Line Plots & Time Series
Purpose
Line plots are ideal for showing trends over time or continuous sequences. They're particularly effective for:
- Time series data (stock prices, temperature, passenger counts).
- Showing changes and trends across ordered categories.
- Comparing multiple time series on the same axes.
Example in the Notebook
The notebook uses the flights dataset to demonstrate:
- Raw monthly passenger counts as a line.
- A 12-month rolling average (smoothed trend).
- Confidence bands (rolling mean ± standard deviation).
Key Code Snippet
ts = fl.set_index('date')['passengers'].sort_index()
# Use .to_numpy() for compatibility with modern matplotlib type hints
ax.plot(ts.index.to_numpy(), ts.to_numpy(), label='passengers', color='C0')

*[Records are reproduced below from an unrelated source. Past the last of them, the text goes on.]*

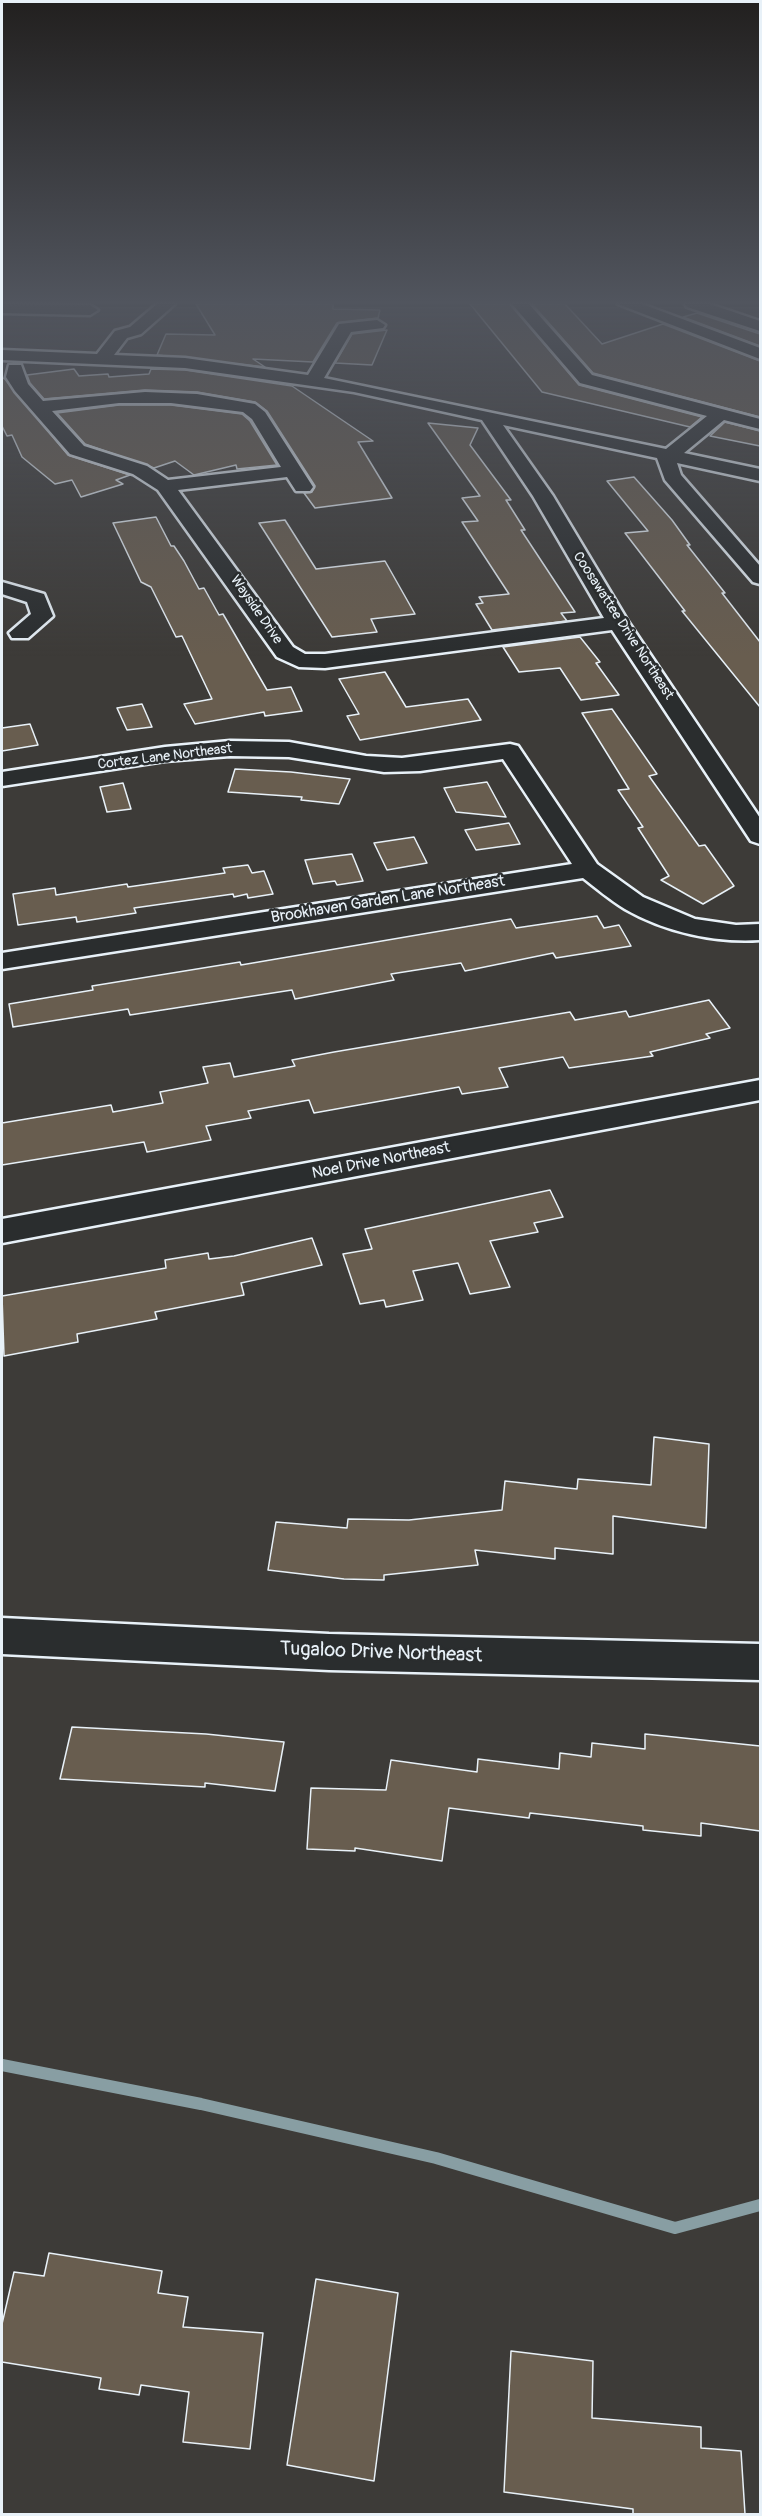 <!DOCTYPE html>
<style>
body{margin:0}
#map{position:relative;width:762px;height:2516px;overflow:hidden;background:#3d3b38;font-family:Pangolin,sans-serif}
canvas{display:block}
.frame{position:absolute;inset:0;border:3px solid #e8f1f8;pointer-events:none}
</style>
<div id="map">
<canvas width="762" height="2516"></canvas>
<div class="frame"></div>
</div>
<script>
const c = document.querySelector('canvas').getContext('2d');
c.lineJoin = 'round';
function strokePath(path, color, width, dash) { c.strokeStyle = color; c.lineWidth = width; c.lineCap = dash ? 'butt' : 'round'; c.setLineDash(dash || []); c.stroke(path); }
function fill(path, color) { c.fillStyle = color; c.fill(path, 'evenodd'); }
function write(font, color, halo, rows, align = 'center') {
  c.font = font + ' Pangolin,sans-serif'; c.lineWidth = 5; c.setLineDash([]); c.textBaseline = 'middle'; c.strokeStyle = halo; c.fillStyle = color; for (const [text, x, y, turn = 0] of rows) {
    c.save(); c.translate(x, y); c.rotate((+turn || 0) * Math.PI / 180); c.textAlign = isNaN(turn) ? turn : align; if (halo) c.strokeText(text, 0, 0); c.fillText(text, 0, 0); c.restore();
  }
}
const stream = new Path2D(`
 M2 2065 201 2104 436 2158 675 2228 760 2205`);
const building = new Path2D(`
 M196 304H333V309L380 310 378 318 337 323 313 362 253 359 265 367 157 355 166 334 215 335Z
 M470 304H510L579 385 702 417 690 427 542 392Z
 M532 304H565L602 344 663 324 760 361V417L593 373Z
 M697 313 760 334V346L683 317Z
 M387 330 372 365 335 363 352 334Z
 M74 369 79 376 108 374 109 377 149 374 151 369 185 370 292 386 373 441 358 442 392 498 315 508 304 493 312 492 315 486 267 411 255 402 197 392 145 390 44 399 30 383 27 375Z
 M4 378 68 455 130 475 116 480 123 484 81 497 72 480 55 484 22 457 12 435 7 436 2 426V379Z
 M119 405H171L242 414 250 421 277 465 237 469 236 465 194 475 175 461 154 468 85 444 57 413Z
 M725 422 760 431V446L710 436Z
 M428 423 478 428 470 445 511 500H506L525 530H521L575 612 561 613 567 621 492 630 476 604 483 603 479 597 509 594 462 522 478 521 462 498 480 496Z
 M634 477 672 520 690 545H687L725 593H722L760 642V707L682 611H685L625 533 648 531 607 481Z
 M156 517 171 546H174L184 561 199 589 204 588 219 615 223 614 267 690 291 687 302 711 265 716 264 712 195 724 184 704 212 699 182 636 176 637 151 587 141 582 113 523Z
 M285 520 316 569 385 561 415 614 371 619 377 632 332 637 259 523Z
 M580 637 600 662 596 663 619 695 581 700 560 668 519 672 503 647Z
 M385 672 406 707 468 699 481 720 360 740 347 716 359 714 339 679Z
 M142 704 152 727 127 730 117 708Z
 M612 709 657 774 649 776 699 846 705 845 734 886 703 904 661 880 669 876 638 828 643 827 618 790 629 789 582 713Z
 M30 724 38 745 2 751V728Z
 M235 769 291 772 350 779 339 804 301 800 302 797 228 792Z
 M487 782 506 817 456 812 444 788Z
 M123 783 131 809 107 812 100 787Z
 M509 823 520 844 476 850 465 830Z
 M414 837 427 863 387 870 374 843Z
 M352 854 363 881 337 885 335 881 313 884 305 860Z
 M248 865 252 873 264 871 273 894 248 898 247 894 234 897 233 894 134 908 136 913 77 922 76 917 18 925 13 894 55 888 56 895 127 884 128 887 225 873 223 868Z
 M597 916 604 928 619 925 631 946 556 958 553 953 465 971 461 963 391 974 394 980 295 999 292 990 130 1015 128 1009 13 1027 9 1004 93 990 92 986 240 962 241 965 511 919 516 928Z
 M709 1000 730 1028 706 1034 710 1038 650 1052 653 1056 569 1068 563 1057 499 1068 508 1087 462 1094 459 1087 314 1113 309 1100 248 1111 251 1118 206 1126 211 1140 147 1152 144 1142 2 1165V1123L111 1105 113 1112 163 1103 160 1092 208 1083 203 1067 230 1063 234 1077 295 1066 292 1060 334 1052 570 1012 575 1020 626 1011 629 1017Z
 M550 1190 563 1217 534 1223 538 1232 490 1241 510 1287 470 1294 458 1263 413 1271 423 1300 386 1307 384 1300 360 1304 343 1254 372 1249 365 1229Z
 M312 1238 322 1265 241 1283 244 1295 155 1312 157 1319 77 1334 78 1342 4 1356 2 1296 166 1268 165 1260 208 1253 209 1259 234 1256Z
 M654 1437 709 1444 706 1528 613 1516V1554L555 1548V1559L475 1550 478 1565 384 1575V1580L344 1579 268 1570 276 1522 347 1528 348 1519 409 1520 502 1510 505 1481 577 1489 578 1479 651 1485Z
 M72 1727 206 1734 284 1742 275 1791 205 1783V1787L60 1779Z
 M645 1734 760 1746V1831L701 1823V1836L643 1830V1826L530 1813 529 1818 449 1808 442 1861 355 1848V1851L307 1849 311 1788 386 1790 391 1760 477 1772 478 1759 559 1769 560 1753 591 1757 592 1743 645 1749Z
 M49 2253 162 2271 158 2293 188 2297 183 2327 263 2333 250 2449 183 2442 189 2392 141 2385 139 2395 99 2389 101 2378 2 2362V2324L14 2272 44 2276Z
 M316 2279 398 2293 374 2481 287 2465Z
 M511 2351 593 2361 592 2418 701 2427V2448L741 2451 745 2514H633V2509L504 2492Z`);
const minor = new Path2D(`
 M2 304 90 305 98 310 90 315 2 313Z
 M157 304H175L141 334 127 338 114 355 185 358 308 375 339 324 377 320 385 325 383 328 351 332 324 378 666 449 707 416 580 383 512 304H529L592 375 760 419V429L724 420 684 453 760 469V481L677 463 681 475 760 566V584L753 582 665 480 657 458 503 425 553 496 629 623 760 818V844L751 841 612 630 325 668 299 667 277 657 158 490 133 474 70 454 15 391 6 377 9 365H21L28 384 43 401 145 392 197 394 255 404 265 412 313 487 310 491H296L287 477 178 490 293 647 305 654H325L604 618 533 496 482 420 354 392 185 368 2 360V350L97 354 115 331 130 327ZM119 403H171L243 412 252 419 281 467 168 480 147 466 84 446 52 411Z
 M618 304H642L760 348V359Z
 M685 304H710L760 321V331L687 307Z
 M2 582 44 594 53 616 28 638H12L9 633 31 614 27 602 2 594Z
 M230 741 289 742 366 756 402 758 510 744 518 746 597 864 643 897 695 919 736 925 760 924V940C715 943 665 932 625 909 610 900 596 888 583 878L2 969V953L572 864 503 759 420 771 384 772 289 757 230 756 165 761 2 786V772L165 747Z
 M760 1080V1100L2 1243V1219Z
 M2 1618 329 1634 760 1644V1680L329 1670 2 1654Z`);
const farStreetnames = [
 ["Wayside Drive",256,610,55],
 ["Coosawattee Drive Northeast",623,626,57],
 ["Cortez Lane Northeast",165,757,-7]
];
const streetNames = [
 ["Brookhaven Garden Lane Northeast",388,900,-9],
 ["Noel Drive Northeast",381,1161,-11]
];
const nearStreetnames = [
 ["Tugaloo Drive Northeast",381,1653,2]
];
strokePath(stream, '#889ea3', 12);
fill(building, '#685d4f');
strokePath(building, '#e8f1f8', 1.5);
strokePath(minor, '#e8f1f8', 5);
fill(minor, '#2a2d2e');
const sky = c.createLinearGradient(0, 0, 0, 657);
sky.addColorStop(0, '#22201f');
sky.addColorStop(0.46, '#51555e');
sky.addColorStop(1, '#51555e00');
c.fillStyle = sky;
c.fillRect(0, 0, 762, 657);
write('14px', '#e8f1f8', '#2a2d2e', farStreetnames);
write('16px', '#e8f1f8', '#2a2d2e', streetNames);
write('20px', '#e8f1f8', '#2a2d2e', nearStreetnames);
</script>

rolling = ts.rolling(window=12).mean()
ax.plot(rolling.index.to_numpy(), rolling.to_numpy(), label='12-month rolling mean', color='C1')
rolling_std = ts.rolling(window=12).std()
ax.fill_between(ts.index.to_numpy(), (rolling - rolling_std).to_numpy(), (rolling + rolling_std).to_numpy(),
color='C1', alpha=0.2)
Customization Tips
- Adjust rolling window: Change
window=12to a different period (e.g., 6 for half-yearly). - Confidence levels: Modify the band width (e.g., use 2× standard deviation for ~95% CI).
- Multiple series: Plot multiple lines on the same axes with different colors and labels.
- Markers: Add
marker='o'toax.plot()to show data points.
When to Use
- Always: for time-indexed data.
- Consider: when you have many repeated measurements and want to show a trend.
- Avoid: for categorical data without a natural order (use bar plots instead).